Top of Data listing
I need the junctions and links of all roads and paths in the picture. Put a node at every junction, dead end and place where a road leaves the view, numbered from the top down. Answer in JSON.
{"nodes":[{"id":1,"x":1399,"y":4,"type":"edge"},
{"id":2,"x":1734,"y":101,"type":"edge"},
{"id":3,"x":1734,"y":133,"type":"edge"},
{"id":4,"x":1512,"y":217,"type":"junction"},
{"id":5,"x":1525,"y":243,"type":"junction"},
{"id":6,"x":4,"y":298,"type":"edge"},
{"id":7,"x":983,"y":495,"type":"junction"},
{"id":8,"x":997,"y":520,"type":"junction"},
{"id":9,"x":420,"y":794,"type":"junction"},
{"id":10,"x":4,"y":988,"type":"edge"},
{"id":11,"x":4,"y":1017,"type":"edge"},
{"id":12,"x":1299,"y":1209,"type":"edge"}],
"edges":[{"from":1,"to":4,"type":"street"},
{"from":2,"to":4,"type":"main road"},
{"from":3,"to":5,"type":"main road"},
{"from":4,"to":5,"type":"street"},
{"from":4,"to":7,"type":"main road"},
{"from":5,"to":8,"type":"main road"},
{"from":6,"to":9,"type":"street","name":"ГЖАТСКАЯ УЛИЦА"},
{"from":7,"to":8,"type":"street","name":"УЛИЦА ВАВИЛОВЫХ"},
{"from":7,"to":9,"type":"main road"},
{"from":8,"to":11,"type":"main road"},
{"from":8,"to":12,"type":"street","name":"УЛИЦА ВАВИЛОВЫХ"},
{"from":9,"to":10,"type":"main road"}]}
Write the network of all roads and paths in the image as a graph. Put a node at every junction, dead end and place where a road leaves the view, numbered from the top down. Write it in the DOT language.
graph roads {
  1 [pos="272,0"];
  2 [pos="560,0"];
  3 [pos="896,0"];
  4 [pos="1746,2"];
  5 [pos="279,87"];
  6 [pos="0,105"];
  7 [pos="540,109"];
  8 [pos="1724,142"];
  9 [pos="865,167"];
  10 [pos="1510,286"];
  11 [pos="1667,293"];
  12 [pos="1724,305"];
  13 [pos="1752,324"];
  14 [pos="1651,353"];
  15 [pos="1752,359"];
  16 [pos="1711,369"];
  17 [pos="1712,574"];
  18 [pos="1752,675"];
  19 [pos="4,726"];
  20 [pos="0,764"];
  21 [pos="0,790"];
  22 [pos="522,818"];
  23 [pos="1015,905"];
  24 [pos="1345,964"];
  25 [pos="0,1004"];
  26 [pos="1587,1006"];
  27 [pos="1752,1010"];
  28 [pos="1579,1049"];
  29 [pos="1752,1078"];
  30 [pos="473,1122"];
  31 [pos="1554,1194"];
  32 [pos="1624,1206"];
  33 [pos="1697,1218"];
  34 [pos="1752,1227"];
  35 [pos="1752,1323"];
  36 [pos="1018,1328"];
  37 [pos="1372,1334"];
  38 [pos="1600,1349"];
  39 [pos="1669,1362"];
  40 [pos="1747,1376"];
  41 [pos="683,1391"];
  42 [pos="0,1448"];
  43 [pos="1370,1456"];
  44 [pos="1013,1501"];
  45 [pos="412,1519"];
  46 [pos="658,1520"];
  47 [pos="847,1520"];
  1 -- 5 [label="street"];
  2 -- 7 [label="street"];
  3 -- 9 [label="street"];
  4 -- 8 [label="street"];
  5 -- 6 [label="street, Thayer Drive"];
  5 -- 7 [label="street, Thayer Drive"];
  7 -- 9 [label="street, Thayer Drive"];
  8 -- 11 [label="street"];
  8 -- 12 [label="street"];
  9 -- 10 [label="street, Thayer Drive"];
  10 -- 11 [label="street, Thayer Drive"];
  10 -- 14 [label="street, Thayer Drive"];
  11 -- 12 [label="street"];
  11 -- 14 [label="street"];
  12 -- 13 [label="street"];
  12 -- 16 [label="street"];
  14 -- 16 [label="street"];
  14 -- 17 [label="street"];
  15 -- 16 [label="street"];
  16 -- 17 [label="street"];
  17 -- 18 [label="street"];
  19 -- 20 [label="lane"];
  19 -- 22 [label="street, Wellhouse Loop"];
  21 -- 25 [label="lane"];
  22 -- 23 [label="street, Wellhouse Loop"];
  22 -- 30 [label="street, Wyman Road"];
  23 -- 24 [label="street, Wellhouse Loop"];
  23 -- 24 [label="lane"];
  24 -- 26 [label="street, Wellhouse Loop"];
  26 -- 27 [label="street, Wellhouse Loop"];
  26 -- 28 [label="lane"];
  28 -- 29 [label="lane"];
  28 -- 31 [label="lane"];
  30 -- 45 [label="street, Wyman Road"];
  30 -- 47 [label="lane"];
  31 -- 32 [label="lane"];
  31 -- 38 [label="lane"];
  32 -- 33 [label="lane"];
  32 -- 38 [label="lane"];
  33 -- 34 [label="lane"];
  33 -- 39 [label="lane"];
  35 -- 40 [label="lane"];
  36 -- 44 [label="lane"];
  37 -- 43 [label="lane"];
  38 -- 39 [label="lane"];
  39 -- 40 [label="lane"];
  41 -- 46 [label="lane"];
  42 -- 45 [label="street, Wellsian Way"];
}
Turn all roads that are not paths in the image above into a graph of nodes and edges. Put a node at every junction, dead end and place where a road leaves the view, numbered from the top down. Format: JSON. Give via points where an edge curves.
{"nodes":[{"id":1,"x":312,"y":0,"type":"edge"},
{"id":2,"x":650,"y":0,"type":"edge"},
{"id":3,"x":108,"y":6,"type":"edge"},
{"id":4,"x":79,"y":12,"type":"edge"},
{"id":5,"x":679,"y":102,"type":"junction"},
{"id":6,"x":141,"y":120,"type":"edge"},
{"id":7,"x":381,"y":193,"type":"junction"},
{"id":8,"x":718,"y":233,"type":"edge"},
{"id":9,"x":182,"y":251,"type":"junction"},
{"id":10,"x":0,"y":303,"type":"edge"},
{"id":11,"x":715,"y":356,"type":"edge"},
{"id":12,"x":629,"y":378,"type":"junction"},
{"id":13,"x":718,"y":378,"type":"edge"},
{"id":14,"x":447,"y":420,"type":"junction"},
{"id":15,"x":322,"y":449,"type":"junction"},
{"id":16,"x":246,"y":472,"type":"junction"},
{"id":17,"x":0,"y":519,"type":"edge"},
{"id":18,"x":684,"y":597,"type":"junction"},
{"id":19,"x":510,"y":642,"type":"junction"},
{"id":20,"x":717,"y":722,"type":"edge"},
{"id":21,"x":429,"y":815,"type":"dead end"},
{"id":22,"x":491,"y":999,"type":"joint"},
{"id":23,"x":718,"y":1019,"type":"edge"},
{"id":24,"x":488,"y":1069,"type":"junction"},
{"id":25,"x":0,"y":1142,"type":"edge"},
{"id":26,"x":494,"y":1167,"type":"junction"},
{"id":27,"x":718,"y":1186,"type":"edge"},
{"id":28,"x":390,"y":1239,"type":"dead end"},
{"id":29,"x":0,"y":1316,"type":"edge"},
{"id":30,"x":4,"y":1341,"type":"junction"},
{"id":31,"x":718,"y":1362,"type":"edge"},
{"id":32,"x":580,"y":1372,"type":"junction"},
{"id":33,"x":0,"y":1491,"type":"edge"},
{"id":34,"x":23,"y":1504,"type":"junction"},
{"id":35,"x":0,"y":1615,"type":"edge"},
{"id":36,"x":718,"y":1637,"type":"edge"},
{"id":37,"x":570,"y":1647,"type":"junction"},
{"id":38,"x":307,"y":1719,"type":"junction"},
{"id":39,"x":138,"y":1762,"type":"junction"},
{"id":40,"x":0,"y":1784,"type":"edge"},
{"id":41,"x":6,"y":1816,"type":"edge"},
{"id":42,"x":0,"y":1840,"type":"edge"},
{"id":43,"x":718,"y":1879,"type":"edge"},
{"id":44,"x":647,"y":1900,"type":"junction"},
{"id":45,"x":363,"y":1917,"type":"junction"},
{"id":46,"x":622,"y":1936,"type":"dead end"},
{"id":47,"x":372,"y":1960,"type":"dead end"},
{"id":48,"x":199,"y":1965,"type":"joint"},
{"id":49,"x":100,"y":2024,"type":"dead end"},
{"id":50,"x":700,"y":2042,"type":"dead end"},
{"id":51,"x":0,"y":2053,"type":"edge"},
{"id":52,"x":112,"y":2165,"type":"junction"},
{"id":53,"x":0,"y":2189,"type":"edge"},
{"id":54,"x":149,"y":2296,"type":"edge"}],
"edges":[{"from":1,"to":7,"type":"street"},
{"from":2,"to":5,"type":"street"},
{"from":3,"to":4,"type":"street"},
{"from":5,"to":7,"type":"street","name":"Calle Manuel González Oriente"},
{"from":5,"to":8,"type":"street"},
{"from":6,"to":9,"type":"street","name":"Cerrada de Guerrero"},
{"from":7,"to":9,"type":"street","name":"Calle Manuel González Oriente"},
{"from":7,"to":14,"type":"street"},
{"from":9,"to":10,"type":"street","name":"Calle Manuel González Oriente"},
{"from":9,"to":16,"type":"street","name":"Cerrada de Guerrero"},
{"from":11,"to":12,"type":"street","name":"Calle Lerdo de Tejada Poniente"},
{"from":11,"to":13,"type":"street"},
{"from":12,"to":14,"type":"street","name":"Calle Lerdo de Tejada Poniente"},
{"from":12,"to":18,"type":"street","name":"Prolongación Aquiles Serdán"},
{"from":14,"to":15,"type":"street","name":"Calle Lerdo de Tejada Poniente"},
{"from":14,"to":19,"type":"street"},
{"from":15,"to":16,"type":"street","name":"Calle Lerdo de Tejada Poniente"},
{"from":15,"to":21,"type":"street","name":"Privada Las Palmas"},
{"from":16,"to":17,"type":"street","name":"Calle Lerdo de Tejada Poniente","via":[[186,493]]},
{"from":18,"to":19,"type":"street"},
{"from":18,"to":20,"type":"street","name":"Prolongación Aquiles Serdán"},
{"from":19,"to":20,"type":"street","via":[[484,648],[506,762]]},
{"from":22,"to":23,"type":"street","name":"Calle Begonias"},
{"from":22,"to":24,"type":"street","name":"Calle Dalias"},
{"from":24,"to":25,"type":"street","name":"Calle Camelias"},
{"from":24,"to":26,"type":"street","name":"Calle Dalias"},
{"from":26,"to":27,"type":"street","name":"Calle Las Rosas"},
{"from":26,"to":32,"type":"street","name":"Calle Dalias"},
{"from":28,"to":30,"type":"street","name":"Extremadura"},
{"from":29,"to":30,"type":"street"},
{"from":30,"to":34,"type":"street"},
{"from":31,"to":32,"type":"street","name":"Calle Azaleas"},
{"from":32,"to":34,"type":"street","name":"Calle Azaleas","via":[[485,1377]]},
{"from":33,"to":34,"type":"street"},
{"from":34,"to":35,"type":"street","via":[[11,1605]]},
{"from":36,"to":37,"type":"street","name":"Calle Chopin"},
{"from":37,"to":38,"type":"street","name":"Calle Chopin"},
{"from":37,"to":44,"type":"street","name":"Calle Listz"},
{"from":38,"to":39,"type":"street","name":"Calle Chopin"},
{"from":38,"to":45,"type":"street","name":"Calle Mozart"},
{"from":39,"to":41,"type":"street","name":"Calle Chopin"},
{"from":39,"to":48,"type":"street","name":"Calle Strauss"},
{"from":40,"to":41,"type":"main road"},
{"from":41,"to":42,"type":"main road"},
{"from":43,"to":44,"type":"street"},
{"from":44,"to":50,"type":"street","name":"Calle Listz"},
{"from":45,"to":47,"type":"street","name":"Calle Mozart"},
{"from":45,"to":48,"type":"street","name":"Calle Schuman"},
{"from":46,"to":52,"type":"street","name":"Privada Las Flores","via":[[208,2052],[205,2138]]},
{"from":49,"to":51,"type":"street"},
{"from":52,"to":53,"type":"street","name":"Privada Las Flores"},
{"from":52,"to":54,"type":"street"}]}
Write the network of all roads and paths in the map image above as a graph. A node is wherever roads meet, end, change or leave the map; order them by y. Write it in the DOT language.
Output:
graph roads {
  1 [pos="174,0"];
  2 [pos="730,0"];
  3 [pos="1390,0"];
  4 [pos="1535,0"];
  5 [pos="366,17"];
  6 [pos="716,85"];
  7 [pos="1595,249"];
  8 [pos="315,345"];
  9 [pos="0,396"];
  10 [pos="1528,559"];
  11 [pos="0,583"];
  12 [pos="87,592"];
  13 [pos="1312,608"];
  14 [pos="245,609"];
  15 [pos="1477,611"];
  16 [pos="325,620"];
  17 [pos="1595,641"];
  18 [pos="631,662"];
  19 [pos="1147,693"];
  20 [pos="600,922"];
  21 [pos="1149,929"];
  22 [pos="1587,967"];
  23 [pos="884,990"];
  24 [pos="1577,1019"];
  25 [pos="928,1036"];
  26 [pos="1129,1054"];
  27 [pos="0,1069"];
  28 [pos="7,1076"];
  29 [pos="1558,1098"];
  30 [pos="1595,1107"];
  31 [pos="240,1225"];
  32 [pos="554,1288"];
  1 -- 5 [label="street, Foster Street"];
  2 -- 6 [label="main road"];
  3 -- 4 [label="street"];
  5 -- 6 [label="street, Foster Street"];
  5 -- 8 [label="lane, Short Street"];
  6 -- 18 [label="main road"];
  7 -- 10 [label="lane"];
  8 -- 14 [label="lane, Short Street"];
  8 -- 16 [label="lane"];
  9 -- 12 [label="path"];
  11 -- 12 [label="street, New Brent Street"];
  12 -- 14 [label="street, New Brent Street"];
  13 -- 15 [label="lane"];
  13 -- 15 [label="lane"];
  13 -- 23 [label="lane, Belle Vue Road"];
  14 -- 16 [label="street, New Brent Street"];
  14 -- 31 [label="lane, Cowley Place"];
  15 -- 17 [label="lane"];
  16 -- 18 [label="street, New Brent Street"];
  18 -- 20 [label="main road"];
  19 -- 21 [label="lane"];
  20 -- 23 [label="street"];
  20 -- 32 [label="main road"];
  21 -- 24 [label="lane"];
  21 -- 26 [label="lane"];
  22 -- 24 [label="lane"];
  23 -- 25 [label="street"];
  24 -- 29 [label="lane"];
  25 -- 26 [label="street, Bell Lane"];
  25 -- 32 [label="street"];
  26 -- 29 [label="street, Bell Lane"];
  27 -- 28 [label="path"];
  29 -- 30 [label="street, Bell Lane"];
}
Bottom of Data listing
* _What is required_:
Above are the records. Identify each line that contains the word "Oriente".

* _Finished task_:
{"from":5,"to":7,"type":"street","name":"Calle Manuel González Oriente"},
{"from":7,"to":9,"type":"street","name":"Calle Manuel González Oriente"},
{"from":9,"to":10,"type":"street","name":"Calle Manuel González Oriente"},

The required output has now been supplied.